** What to produce **
Locate all lines in the data below that hold "place" and show them.
(Records supplied)
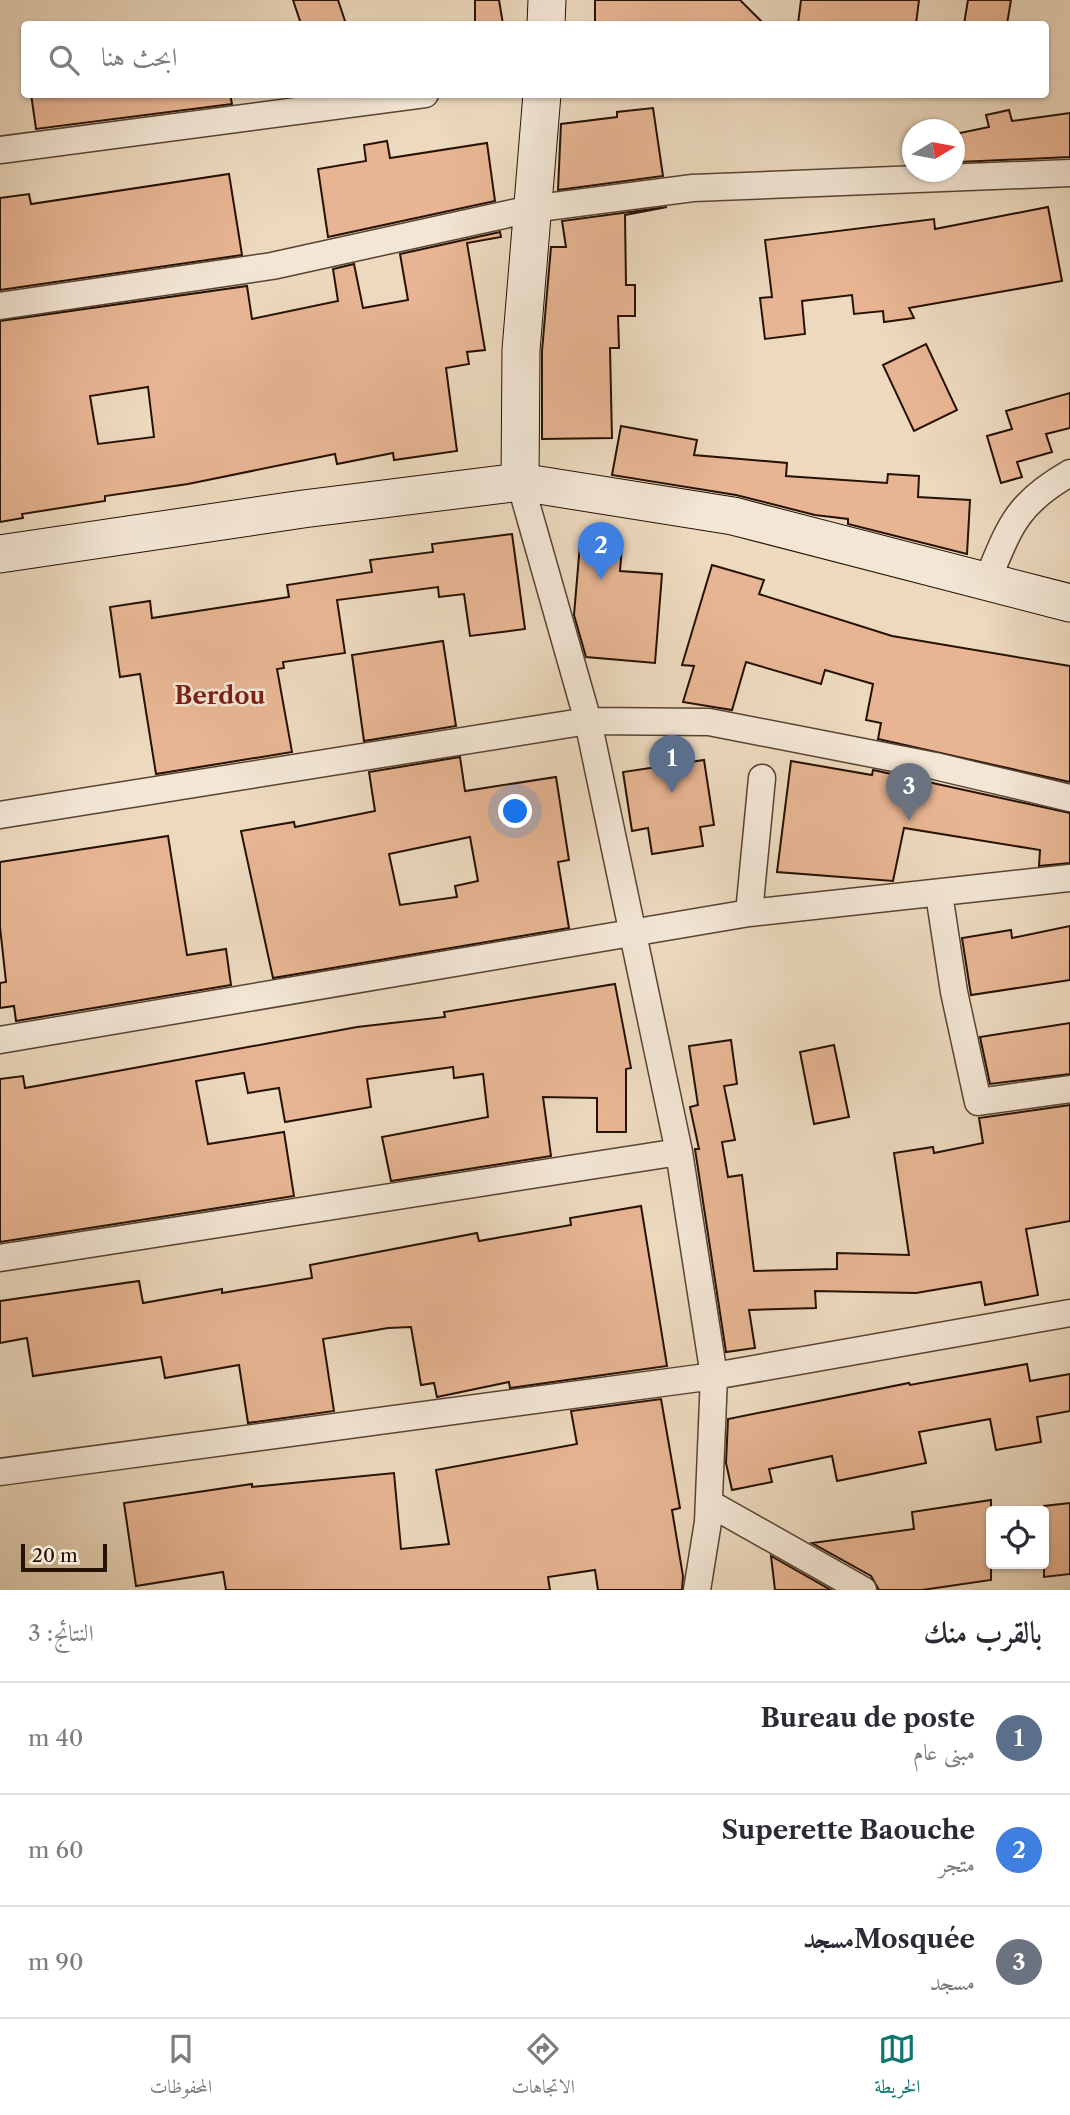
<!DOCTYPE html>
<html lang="ar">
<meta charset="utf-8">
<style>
:root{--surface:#fff;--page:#f2f2f3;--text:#2b2b33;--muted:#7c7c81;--line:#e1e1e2;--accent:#0f766e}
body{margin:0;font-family:"Libre Caslon Text",Amiri,serif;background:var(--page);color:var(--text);direction:rtl}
.controls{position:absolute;right:21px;bottom:21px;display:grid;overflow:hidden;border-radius:7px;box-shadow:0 2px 5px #0004}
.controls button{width:63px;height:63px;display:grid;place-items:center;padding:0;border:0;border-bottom:2px solid var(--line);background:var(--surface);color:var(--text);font:35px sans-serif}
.compass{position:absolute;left:902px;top:119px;width:63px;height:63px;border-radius:50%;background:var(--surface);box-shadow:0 2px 5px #0004;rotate:80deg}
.scale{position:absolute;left:21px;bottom:18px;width:86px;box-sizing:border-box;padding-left:7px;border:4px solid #271102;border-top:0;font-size:19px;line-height:24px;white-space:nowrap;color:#271102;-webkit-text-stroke:5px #f3e6d5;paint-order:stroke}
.you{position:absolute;left:516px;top:812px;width:24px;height:24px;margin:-18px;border:5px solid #fff;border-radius:50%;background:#1a73e8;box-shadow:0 0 0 10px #1a73e833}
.badge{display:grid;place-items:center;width:46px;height:46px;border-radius:50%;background:var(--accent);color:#fff;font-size:23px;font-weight:700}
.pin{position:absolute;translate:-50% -58px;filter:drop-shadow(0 2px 4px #0008)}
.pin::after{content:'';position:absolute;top:37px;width:24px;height:21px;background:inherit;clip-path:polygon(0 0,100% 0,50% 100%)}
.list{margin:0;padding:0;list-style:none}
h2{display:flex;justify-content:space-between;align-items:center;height:91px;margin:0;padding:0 28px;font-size:30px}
h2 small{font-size:23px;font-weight:400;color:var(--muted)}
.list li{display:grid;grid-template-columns:46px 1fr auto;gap:21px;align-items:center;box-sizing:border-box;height:112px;padding:0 28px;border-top:2px solid var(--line)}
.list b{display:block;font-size:26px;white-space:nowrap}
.list p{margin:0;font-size:23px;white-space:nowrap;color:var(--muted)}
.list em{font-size:23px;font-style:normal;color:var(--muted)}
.icon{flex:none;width:38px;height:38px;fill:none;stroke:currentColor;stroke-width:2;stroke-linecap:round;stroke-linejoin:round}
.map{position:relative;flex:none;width:1070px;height:1590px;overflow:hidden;direction:ltr}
.search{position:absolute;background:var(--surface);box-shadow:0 2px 5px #0004;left:21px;right:21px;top:21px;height:77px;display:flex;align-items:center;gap:18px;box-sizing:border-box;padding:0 24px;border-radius:7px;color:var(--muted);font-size:26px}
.sheet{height:427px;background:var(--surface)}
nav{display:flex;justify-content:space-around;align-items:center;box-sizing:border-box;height:98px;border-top:2px solid var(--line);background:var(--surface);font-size:19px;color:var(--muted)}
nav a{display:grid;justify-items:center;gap:4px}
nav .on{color:var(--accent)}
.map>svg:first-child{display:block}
.building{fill:#e7b593;stroke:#271102;stroke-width:2;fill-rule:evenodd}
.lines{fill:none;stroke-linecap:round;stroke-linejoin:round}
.street-casing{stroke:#584331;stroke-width:29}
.secondary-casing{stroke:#271102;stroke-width:39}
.street{stroke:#f3e6d5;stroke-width:26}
.secondary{stroke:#f3e6d5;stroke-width:37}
.labels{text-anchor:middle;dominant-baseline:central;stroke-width:5;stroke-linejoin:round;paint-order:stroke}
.district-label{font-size:24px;font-weight:bold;fill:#7a1f14;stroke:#f3e6d5}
</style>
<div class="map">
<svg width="1070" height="1590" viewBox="0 0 1070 1590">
<rect width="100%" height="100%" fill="#ecd9be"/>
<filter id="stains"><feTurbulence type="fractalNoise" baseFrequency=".00286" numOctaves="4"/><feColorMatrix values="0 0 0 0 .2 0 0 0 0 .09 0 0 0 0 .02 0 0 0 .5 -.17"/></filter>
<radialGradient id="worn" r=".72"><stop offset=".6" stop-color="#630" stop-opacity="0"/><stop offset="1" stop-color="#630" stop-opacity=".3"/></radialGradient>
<!-- building -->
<path class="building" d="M293,0h45l8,24h-45z
M475,0h24l4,24h-28z
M595,0h145l24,24h-169z
M801,0h118l-3,24h-118z
M968,0h43l-4,24h-43z
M31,94h199l2,10 -196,25z
M653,108l10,68 -105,14 3,-66 56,-7v-5z
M1009,110l3,11 58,-8v44l-111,5 -4,-28 34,-7 -3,-12z
M387,141l3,17 97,-15 8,58 -167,36 -10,-68 48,-8 -2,-16z
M229,174l13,81 -242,35v-92l29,-4 2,10z
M667,207l-42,8 1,70h9v31h-17l1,32h-9l2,90 -70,1v-88l9,-104h15l-4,-26z
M1048,207l14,74 -153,27 5,10 -30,4 -1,-11 -29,3 -2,-19 -50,6 3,33 -40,5 -5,-41 12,-1 -7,-57 169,-21 1,10z
M500,232l1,5 -34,6 18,107 -18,2 2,12 -23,4 11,83 -63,9 -1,-7 -56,11 -2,-10 -147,30 -83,12v5l-83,13 1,4 -23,4v-201l247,-35 5,33 86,-18 -5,-32 21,-5 9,44 45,-8 -8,-46zM148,387l6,50 -56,7 -8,-48z
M926,344l31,66 -43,21 -31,-66z
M1070,393v35l-24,6 6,18 -35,10 5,15 -21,6 -14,-47 25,-7 -6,-18z
M621,426l76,14 -3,15 93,8 -1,13 101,7 1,-9 31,2 -1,21 52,3 -3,54 -119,-30v-5l-33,-4 -79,-20 -124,-20z
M512,534l13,95 -55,7 -6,-42 -25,3 -1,-10 -101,13 8,53 -62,9 1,6 -7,1 15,83 -136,22 -16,-100 -20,3 -10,-70 40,-6 2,17 137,-21 -2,-12 85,-13 -2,-12 63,-8 -1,-8z
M580,544l42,3 -2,24 42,3 -7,89 -69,-6 -12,-42z
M712,565l52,15 -5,14 133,42 178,30v116l-192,-43 3,-16 -15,-3 7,-36 -48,-14 -4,14 -75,-22 -14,48 -49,-8 11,-36 -12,-1z
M443,641l13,85 -92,15 -12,-86z
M460,757l5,34 91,-14 13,83 -11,2 11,66 -296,50 -32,-147 53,-9 1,5 80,-16 -6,-39zM470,837l8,44 -23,5 2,11 -57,8 -11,-51z
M704,760l10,65 -14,2 3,19 -51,8 -4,-26 -16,3 -9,-59z
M791,761l81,14 1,-5 197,43v50l-31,3 1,-16 -136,-22 -11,53 -116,-9z
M168,836l19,119 39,-6 5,36 -215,36 -2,-15 -14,2v-25l6,-1 -6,-55v-65z
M1070,926v54l-99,15 -9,-57 49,-8 1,8z
M615,984l16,84 -5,1v63h-29v-34l-54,-1 8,59 -160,25 -9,-44 106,-20 -5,-43 -29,4 -1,-11 -86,12 4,28 -86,15 -6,-34 -31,5 -4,-20 -48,8 12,63 76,-12 10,64 -294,46v-163l23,-3 2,12 332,-61 88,-10 -1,-5z
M1070,1023v51l-80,10 -10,-47z
M731,1040l6,44 -13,2 11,54 -13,2 6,35 14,-2 12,96 83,-2v-16l72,2 -15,-102 39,-6 1,6 49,-10 -4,-25 91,-13v116l-44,8 12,66 -53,10 -4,-23 -65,11 -101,-2 1,17 -67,2 6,38 -29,4 -31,-203h4l-9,-42 8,-2 -9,-59z
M834,1045l15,72 -35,7 -14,-72z
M641,1206l26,160 -157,22 -1,-6 -72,15 -3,-14 -13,2 -10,-58 -23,1 -65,11 11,72 -86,12 -9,-58 -74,13 -4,-21 -128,19 -6,-38 -27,5v-42l139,-20 4,22 79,-14v4l90,-15 -2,-13 167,-32 2,8 92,-16 -1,-7z
M1027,1364l3,17 40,-7v37l-33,6 4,25 -45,8 -6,-31 -71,13 7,31 -89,18 -5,-25 -63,13 3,13 -40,8 -6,-27 2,-44 181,-36 1,2z
M661,1399l19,109 -8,2 11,66 -1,14h-84l-3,-20 -47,7 2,13h-324l-3,-18 -87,14 -12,-83 128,-19v3l142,-14 7,76 48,-5 -13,-74 141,-26 -6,-33z
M991,1500v80l-69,10h-43l-8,-14 -59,-33 102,-14 -2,-17z
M1070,1503v71l-26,3v-71z
M771,1556l60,34h-56z"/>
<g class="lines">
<!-- street casing -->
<g class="street-casing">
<path id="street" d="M0,150l425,-56
M0,306l272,-40 259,-57 162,-21 377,-15
M520,482l68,239 91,431 35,224 -6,146 -11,68
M987,581c23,-55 29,-77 83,-108
M0,815l588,-94 121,1 226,44 135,32
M939,894l15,98 24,110 92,-13
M749,913l13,-135
M0,1040l749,-127 321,-35
M0,1258l679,-106
M0,1472l714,-96 356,-63
M709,1503l154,87"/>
</g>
<!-- secondary casing -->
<g class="secondary-casing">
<path id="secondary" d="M546,24l1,-24
M520,482l1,-132 21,-256
M0,554l303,-45 217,-27 213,34 337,87"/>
</g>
<!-- street -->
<use href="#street" class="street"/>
<!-- secondary -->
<use href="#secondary" class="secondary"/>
</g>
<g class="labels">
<!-- district labels -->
<g class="district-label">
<text x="220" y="695">Berdou</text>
</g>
</g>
<rect width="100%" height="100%" filter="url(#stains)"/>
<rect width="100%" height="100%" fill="url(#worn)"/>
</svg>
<div class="controls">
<button><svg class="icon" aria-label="locate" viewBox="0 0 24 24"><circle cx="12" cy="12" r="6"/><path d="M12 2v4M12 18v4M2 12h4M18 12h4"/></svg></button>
</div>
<svg class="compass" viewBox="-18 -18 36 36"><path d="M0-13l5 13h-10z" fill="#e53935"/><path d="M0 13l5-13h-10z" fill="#7c7c81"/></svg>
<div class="scale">20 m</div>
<div class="you"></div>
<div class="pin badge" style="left:672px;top:793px;background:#5c6f8a">1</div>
<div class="pin badge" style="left:601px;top:580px;background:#3f7fe0">2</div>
<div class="pin badge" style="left:909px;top:821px;background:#6b7280">3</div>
<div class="search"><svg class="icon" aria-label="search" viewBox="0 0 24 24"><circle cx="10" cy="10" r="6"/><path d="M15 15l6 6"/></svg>ابحث هنا</div>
</div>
<section class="sheet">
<h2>بالقرب منك<small>النتائج: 3</small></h2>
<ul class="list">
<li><span class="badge" style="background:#5c6f8a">1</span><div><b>Bureau de poste</b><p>مبنى عام</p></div><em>40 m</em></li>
<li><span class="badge" style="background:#3f7fe0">2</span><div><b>Superette Baouche</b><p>متجر</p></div><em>60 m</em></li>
<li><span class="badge" style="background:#6b7280">3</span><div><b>Mosquéeمسجد</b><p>مسجد</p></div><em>90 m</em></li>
</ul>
</section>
<nav>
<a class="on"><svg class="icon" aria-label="map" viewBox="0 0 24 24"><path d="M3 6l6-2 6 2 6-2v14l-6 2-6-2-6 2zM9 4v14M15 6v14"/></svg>الخريطة</a>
<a><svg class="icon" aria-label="directions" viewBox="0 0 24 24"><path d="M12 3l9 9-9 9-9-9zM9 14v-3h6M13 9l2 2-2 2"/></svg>الاتجاهات</a>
<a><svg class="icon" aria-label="saved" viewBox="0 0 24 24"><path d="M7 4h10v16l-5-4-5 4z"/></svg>المحفوظات</a>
</nav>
(End Records supplied)
** Worked solution **
.controls button{width:63px;height:63px;display:grid;place-items:center;padding:0;border:0;border-bottom:2px solid var(--line);background:var(--surface);color:var(--text);font:35px sans-serif}
.badge{display:grid;place-items:center;width:46px;height:46px;border-radius:50%;background:var(--accent);color:#fff;font-size:23px;font-weight:700}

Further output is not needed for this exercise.